Strakke vleeskleurige pakken omspannen de zeven danserslichamen die, op een afgezonderde danseres na, dicht bij elkaar bewegen. Synchroon met telkens korte uitspattingen van een eenling, in theatrale gebaren of robotachtige bewegingen en een enkele positie uit het klassiek ballet. Aan de bewegingstaal, de wijze waarop het duo het stuk structureert, de kostuums en het mistige licht is hun signatuur onmiddellijk te herkennen. Het is een nieuw en fris geluid voor het NDT.
Wat associate choreographer Alexander Ekman in zijn choreografie Maybe two wil zeggen, is in een oogopslag duidelijk als de lange rij trouwjurken en –pakken waarachter de danser zich verschansen voor op het toneel zichtbaar wordt. Als de kostuums omhoog worden gehesen, ontvouwen zich verschillende scenario’s die het gelukkig samenzijn in petto kan hebben, maar ook de gevaren die op de loer liggen zoals overspel of sleur. De voice over is een terugkerend element in de voorstellingen van Ekman, die eerder Cacti (2010) en Left right left right (2012) voor NDT2 maakte; hardop uitgesproken gedachten die reflecteren op de ontwikkelingen in de vele duetten. Daarmee heeft hij vaak de lachers op zijn hand. Het sonnet Maybe two van Shakespeare, waaraan de titel is ontleend, zou door de poëzie en het meer diepgravende karakter tegenwicht kunnen bieden aan die heel directe, herkenbare observaties. Maar daarvoor krijgt het bij Ekman niet de kans.
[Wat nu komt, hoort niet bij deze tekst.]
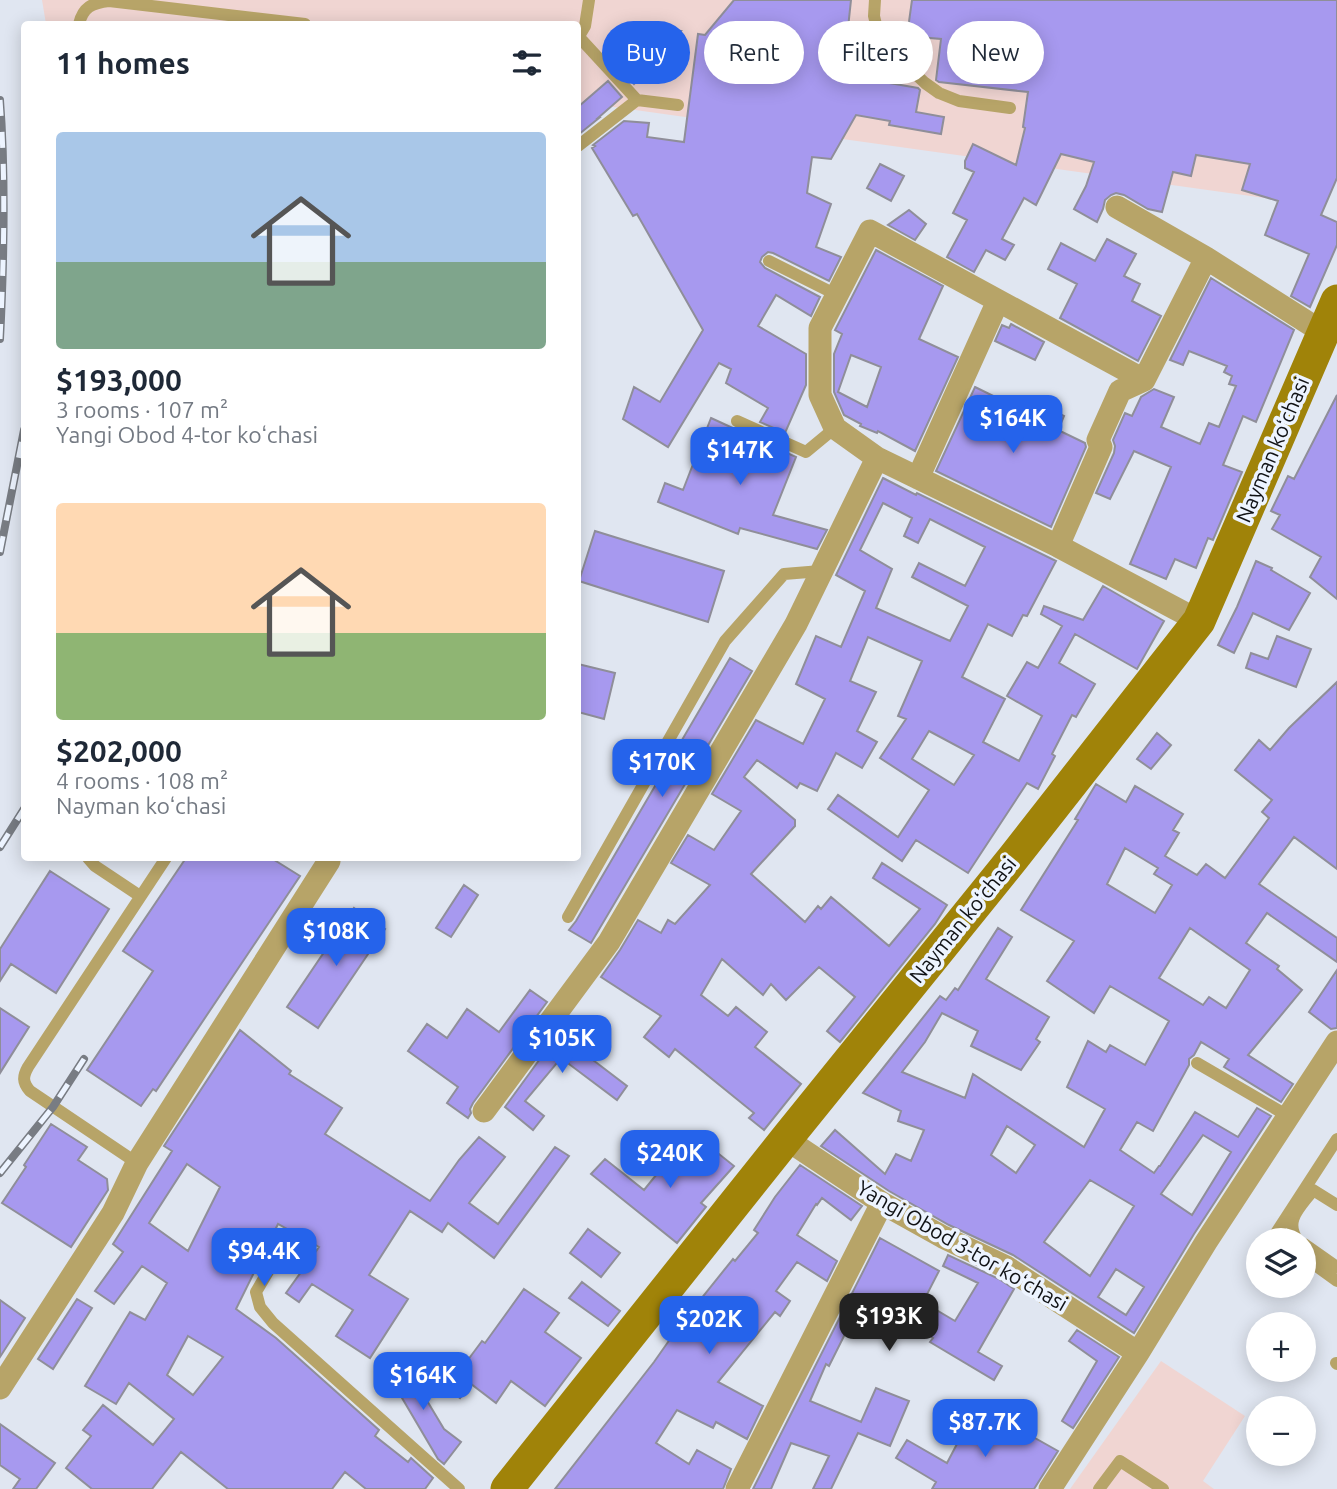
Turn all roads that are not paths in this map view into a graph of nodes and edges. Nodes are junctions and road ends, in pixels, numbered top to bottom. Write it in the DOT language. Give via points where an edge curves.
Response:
graph roads {
  1 [pos="589,0"];
  2 [pos="875,0"];
  3 [pos="80,21"];
  4 [pos="279,21"];
  5 [pos="581,33"];
  6 [pos="581,41"];
  7 [pos="637,100"];
  8 [pos="678,105"];
  9 [pos="1010,108"];
  10 [pos="581,144"];
  11 [pos="1117,207"];
  12 [pos="1206,258"];
  13 [pos="769,261"];
  14 [pos="837,295"];
  15 [pos="998,301"];
  16 [pos="1337,301"];
  17 [pos="1324,333"];
  18 [pos="1144,380"];
  19 [pos="737,421"];
  20 [pos="835,428"];
  21 [pos="877,458"];
  22 [pos="918,478"];
  23 [pos="1058,546"];
  24 [pos="821,571"];
  25 [pos="1199,621"];
  26 [pos="91,861"];
  27 [pos="164,861"];
  28 [pos="328,861"];
  29 [pos="140,896"];
  30 [pos="568,918"];
  31 [pos="1337,1042"];
  32 [pos="1197,1063"];
  33 [pos="484,1111"];
  34 [pos="1288,1116"];
  35 [pos="786,1139"];
  36 [pos="1337,1139"];
  37 [pos="137,1163"];
  38 [pos="882,1203"];
  39 [pos="1337,1205"];
  40 [pos="1279,1228"];
  41 [pos="1292,1228"];
  42 [pos="1316,1252"];
  43 [pos="276,1258"];
  44 [pos="1316,1266"];
  45 [pos="1337,1267"];
  46 [pos="1337,1281"];
  47 [pos="1138,1353"];
  48 [pos="0,1388"];
  49 [pos="459,1489"];
  50 [pos="507,1489"];
  51 [pos="737,1489"];
  52 [pos="1049,1489"];
  53 [pos="1099,1489"];
  54 [pos="1163,1489"];
  1 -- 5 [label="lane"];
  2 -- 9 [label="lane" via="878,33 925,83 958,100"];
  3 -- 4 [label="lane" via="84,10 94,3 109,1"];
  6 -- 7 [label="lane"];
  7 -- 8 [label="lane"];
  7 -- 10 [label="lane"];
  11 -- 12 [label="street"];
  12 -- 17 [label="street"];
  12 -- 18 [label="street"];
  13 -- 14 [label="lane"];
  14 -- 15 [label="street" via="870,231"];
  14 -- 20 [label="street" via="820,328 820,395"];
  15 -- 18 [label="street"];
  15 -- 22 [label="street"];
  16 -- 17 [label="main road, Nayman koʻchasi"];
  17 -- 25 [label="main road, Nayman koʻchasi"];
  18 -- 23 [label="street" via="1120,391"];
  19 -- 20 [label="lane" via="806,452"];
  20 -- 21 [label="street"];
  21 -- 22 [label="street"];
  21 -- 24 [label="street"];
  22 -- 23 [label="street"];
  23 -- 25 [label="street"];
  24 -- 30 [label="lane" via="784,574 725,641"];
  24 -- 33 [label="street" via="796,624 609,942"];
  25 -- 35 [label="main road, Nayman koʻchasi"];
  26 -- 29 [label="lane"];
  27 -- 29 [label="lane"];
  28 -- 37 [label="street"];
  29 -- 37 [label="lane" via="23,1079 30,1091"];
  31 -- 34 [label="street"];
  32 -- 34 [label="lane"];
  34 -- 47 [label="street"];
  35 -- 38 [label="street, Yangi Obod 3-tor koʻchasi"];
  35 -- 50 [label="main road, Nayman koʻchasi"];
  36 -- 40 [label="lane"];
  37 -- 48 [label="street" via="113,1213"];
  38 -- 47 [label="street, Yangi Obod 3-tor koʻchasi" via="1006,1267"];
  38 -- 51 [label="street"];
  39 -- 41 [label="lane" via="1313,1190 1293,1218"];
  42 -- 45 [label="lane"];
  43 -- 49 [label="lane" via="256,1292 260,1307"];
  44 -- 46 [label="lane"];
  47 -- 52 [label="street"];
  53 -- 54 [label="lane" via="1120,1461"];
}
De risico’s die een relatie met zich meebrengt, krijgen bij hem geen greep op zijn choreografie want er is geen tijd om aan een ander te denken of sprake van verveling. En daardoor blijft Maybe two toch een beetje licht, hoe goed het evenwicht tussen de sterke dans, het soms inventieve ruimtegebruik en de op het toneel gespeelde strijkkwartetten van Ravel en Mendelsohn, die worden doorsneden met Funky fragments van Jan Pieter Koch en het hitje Skinny love van Bon Iver, ook is.
Behalve deze twee wereldpremières in Programma B danst NDT2 twee oudere choreografieën. In Studio 2 (1989) , het eerste stuk van de avond maar ook het eerste dat door Lightfoot León voor het NDT werd gemaakt, is hun kracht direct zichtbaar. Het daarop volgende Dream play (2000) van huischoreograaf Johan Inger is een energieke interpretatie van Le sacre du printemps (op de gelijknamige muziek) en heeft een flinke vaart. Ook hiermee toont Programma B hoe uitmuntend en veelzijdig de dansers van NDT2 zijn.